*** Opening of Data extract ***

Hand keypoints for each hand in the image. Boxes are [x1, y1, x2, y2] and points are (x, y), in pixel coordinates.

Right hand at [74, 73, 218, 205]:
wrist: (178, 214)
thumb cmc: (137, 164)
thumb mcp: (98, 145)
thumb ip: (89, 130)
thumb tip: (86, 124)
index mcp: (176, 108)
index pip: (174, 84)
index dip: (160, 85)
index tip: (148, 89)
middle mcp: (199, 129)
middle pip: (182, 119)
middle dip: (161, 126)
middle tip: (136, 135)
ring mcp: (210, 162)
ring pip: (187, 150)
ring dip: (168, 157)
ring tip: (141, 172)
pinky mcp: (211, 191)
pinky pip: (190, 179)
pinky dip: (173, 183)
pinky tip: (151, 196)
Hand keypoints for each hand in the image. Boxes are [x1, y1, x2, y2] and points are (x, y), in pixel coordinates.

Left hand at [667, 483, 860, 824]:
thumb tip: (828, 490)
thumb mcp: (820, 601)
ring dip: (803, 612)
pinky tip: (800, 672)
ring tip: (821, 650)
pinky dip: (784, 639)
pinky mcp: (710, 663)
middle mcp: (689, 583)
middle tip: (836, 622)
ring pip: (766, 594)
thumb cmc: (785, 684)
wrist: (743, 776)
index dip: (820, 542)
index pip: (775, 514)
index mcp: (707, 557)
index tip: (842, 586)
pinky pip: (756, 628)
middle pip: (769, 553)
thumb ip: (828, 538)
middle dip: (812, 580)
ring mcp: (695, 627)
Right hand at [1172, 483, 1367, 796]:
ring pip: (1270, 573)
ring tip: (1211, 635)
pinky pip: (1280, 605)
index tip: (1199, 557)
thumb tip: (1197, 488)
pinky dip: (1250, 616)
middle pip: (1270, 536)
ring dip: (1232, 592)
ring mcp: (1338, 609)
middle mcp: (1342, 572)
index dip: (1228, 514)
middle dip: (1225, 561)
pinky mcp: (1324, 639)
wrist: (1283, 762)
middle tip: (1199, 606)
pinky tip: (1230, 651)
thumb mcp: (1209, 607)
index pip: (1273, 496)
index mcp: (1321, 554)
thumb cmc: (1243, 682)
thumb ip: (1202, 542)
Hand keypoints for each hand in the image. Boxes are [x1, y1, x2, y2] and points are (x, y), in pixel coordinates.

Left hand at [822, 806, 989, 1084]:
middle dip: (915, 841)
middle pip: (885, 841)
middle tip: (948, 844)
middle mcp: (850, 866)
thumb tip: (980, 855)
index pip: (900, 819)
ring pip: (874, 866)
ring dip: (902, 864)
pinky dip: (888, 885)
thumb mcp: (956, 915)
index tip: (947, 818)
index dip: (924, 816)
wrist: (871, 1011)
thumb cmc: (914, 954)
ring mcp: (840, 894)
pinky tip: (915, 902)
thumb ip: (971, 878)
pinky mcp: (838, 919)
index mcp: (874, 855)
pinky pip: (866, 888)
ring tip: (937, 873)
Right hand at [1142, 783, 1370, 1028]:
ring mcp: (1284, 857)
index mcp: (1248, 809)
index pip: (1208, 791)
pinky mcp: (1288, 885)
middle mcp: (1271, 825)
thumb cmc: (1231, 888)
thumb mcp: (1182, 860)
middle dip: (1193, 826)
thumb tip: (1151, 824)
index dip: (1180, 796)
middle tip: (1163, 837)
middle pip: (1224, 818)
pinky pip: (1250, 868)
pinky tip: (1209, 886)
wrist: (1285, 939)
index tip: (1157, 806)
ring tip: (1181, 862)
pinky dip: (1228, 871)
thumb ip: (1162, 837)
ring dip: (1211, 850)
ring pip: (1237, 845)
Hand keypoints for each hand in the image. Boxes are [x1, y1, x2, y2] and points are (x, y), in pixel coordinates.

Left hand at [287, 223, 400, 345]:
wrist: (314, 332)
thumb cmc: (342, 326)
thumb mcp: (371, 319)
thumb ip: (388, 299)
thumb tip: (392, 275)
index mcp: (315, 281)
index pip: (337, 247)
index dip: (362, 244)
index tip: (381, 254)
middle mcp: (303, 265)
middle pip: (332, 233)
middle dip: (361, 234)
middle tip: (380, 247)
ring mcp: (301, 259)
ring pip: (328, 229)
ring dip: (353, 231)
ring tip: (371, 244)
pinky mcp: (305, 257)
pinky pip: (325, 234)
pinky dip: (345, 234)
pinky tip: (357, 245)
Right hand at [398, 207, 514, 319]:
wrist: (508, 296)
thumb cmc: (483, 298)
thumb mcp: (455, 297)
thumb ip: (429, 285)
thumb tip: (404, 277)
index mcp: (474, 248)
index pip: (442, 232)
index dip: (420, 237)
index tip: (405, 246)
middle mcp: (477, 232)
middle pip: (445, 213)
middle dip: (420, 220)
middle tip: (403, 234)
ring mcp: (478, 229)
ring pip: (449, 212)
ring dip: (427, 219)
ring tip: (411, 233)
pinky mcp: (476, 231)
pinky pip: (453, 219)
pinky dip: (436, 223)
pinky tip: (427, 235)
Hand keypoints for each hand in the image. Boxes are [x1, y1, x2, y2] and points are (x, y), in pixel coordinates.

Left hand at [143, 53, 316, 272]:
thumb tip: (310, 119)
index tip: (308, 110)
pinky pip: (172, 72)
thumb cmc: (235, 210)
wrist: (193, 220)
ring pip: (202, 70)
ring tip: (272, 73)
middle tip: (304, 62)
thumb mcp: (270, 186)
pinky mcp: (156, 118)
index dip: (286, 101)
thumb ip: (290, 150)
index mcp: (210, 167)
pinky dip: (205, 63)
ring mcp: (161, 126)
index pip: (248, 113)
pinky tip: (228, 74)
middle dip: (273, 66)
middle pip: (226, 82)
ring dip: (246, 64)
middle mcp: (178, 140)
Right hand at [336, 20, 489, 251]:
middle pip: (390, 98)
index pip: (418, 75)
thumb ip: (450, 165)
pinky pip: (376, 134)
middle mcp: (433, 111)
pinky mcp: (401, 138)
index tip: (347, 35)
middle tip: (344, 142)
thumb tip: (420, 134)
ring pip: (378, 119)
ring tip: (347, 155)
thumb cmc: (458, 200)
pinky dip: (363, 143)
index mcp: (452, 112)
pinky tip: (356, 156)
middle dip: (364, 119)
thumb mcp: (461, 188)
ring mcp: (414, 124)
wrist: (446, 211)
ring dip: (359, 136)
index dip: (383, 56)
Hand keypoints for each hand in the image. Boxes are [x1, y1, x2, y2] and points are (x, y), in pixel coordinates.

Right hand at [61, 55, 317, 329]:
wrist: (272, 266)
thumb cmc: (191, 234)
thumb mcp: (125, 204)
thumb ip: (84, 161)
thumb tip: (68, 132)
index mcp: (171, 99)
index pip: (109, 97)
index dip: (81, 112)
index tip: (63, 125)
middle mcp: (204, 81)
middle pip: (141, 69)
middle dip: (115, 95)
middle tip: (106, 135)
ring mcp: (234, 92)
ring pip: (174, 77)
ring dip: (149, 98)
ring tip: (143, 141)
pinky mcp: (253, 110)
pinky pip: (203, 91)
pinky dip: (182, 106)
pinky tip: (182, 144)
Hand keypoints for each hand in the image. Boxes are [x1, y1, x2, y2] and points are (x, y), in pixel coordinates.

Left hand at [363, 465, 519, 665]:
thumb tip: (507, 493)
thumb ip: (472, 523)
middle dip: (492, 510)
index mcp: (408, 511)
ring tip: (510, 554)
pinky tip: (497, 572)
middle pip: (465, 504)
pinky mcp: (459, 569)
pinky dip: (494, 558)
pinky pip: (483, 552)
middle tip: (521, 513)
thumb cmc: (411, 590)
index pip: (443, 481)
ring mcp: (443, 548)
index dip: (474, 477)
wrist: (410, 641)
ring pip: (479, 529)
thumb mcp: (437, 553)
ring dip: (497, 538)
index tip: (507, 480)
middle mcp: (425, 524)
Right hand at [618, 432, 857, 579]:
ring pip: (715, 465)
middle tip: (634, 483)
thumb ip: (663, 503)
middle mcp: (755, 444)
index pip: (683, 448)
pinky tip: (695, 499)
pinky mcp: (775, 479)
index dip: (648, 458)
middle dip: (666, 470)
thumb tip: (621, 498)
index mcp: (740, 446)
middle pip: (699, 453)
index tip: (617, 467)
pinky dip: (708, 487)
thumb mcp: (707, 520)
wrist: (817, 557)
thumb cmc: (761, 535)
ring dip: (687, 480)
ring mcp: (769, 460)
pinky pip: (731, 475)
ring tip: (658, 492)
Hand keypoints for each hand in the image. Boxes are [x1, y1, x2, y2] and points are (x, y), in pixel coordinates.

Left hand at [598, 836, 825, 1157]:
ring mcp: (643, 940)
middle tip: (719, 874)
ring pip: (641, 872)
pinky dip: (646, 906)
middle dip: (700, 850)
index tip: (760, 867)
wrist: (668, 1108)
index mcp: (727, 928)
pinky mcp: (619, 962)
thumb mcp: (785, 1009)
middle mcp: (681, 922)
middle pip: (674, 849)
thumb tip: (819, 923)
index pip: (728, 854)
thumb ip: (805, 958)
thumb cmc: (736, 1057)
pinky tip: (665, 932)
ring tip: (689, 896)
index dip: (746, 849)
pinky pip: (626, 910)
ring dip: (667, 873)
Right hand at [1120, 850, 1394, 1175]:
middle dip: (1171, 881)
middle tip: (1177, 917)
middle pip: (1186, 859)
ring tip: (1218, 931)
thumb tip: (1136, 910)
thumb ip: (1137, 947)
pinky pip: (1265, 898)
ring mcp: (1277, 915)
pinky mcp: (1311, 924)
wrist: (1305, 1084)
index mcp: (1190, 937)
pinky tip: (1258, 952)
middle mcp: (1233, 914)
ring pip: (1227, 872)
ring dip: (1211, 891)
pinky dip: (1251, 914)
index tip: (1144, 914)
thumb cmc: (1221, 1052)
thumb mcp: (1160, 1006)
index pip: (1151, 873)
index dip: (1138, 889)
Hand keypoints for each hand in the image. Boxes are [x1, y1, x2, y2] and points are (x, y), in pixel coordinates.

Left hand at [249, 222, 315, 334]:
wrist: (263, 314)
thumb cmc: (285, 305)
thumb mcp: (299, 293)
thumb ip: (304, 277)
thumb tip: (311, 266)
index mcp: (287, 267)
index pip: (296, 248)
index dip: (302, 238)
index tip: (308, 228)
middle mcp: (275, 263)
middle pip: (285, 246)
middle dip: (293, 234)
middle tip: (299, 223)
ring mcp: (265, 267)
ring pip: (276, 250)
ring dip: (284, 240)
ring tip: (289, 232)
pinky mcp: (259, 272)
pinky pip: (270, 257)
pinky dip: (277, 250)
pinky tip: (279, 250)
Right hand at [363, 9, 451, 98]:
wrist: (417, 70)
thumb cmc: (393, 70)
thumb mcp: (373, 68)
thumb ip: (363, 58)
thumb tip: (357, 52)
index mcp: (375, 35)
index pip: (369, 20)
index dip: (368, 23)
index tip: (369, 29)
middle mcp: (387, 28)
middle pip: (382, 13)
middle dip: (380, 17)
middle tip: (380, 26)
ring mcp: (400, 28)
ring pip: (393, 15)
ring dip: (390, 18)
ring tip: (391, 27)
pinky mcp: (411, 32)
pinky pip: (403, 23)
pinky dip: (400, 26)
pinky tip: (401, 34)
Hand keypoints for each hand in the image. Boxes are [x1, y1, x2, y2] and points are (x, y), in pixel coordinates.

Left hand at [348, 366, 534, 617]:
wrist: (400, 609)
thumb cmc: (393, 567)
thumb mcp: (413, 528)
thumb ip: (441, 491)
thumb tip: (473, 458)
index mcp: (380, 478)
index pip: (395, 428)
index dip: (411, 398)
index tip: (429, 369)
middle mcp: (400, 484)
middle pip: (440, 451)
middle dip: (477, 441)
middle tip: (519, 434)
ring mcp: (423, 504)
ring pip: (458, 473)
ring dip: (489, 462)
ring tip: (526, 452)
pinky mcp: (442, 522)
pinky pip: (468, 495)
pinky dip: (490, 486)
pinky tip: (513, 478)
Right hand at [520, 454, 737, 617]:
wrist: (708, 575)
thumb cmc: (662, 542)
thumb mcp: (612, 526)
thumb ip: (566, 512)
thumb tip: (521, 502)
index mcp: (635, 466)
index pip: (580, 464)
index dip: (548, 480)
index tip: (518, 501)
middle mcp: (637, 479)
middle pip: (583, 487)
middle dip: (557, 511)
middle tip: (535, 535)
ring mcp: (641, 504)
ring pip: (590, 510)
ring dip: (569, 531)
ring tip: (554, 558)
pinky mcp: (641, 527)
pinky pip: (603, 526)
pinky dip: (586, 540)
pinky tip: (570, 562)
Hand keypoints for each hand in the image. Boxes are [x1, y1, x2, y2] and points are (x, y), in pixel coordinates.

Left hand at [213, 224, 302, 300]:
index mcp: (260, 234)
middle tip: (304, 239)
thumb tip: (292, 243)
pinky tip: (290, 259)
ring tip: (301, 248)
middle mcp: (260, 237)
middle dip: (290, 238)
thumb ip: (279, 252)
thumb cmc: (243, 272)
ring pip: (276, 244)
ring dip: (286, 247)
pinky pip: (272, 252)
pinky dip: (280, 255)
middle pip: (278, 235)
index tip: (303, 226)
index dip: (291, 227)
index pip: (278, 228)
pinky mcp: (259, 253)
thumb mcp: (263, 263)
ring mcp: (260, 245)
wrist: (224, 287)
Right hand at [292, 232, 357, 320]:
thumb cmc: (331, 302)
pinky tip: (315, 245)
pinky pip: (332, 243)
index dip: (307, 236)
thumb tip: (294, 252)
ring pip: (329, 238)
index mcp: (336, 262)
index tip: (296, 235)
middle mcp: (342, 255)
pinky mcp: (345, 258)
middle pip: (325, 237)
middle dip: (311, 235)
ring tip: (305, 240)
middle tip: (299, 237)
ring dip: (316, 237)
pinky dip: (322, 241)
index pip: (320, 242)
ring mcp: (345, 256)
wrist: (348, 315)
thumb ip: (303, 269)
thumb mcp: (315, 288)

*** Close of Data extract ***

**Task requirements:** Only one stretch of the records above is wanted: the lines between the one holding "ring pip: (874, 866)" and the one holding "middle pip: (1224, 818)", inclusive, reproduced exactly.

**Response box:**
ring pip: (874, 866)
ring dip: (902, 864)
pinky dip: (888, 885)
thumb mcp: (956, 915)
index tip: (947, 818)
index dip: (924, 816)
wrist: (871, 1011)
thumb cmc: (914, 954)
ring mcp: (840, 894)
pinky tip: (915, 902)
thumb ip: (971, 878)
pinky mcp: (838, 919)
index mcp: (874, 855)
pinky pip: (866, 888)
ring tip: (937, 873)
Right hand at [1142, 783, 1370, 1028]:
ring mcp: (1284, 857)
index mcp: (1248, 809)
index pip: (1208, 791)
pinky mcp: (1288, 885)
middle mcp: (1271, 825)
thumb cmc: (1231, 888)
thumb mcp: (1182, 860)
middle dip: (1193, 826)
thumb tip: (1151, 824)
index dip: (1180, 796)
middle tip: (1163, 837)
middle pip: (1224, 818)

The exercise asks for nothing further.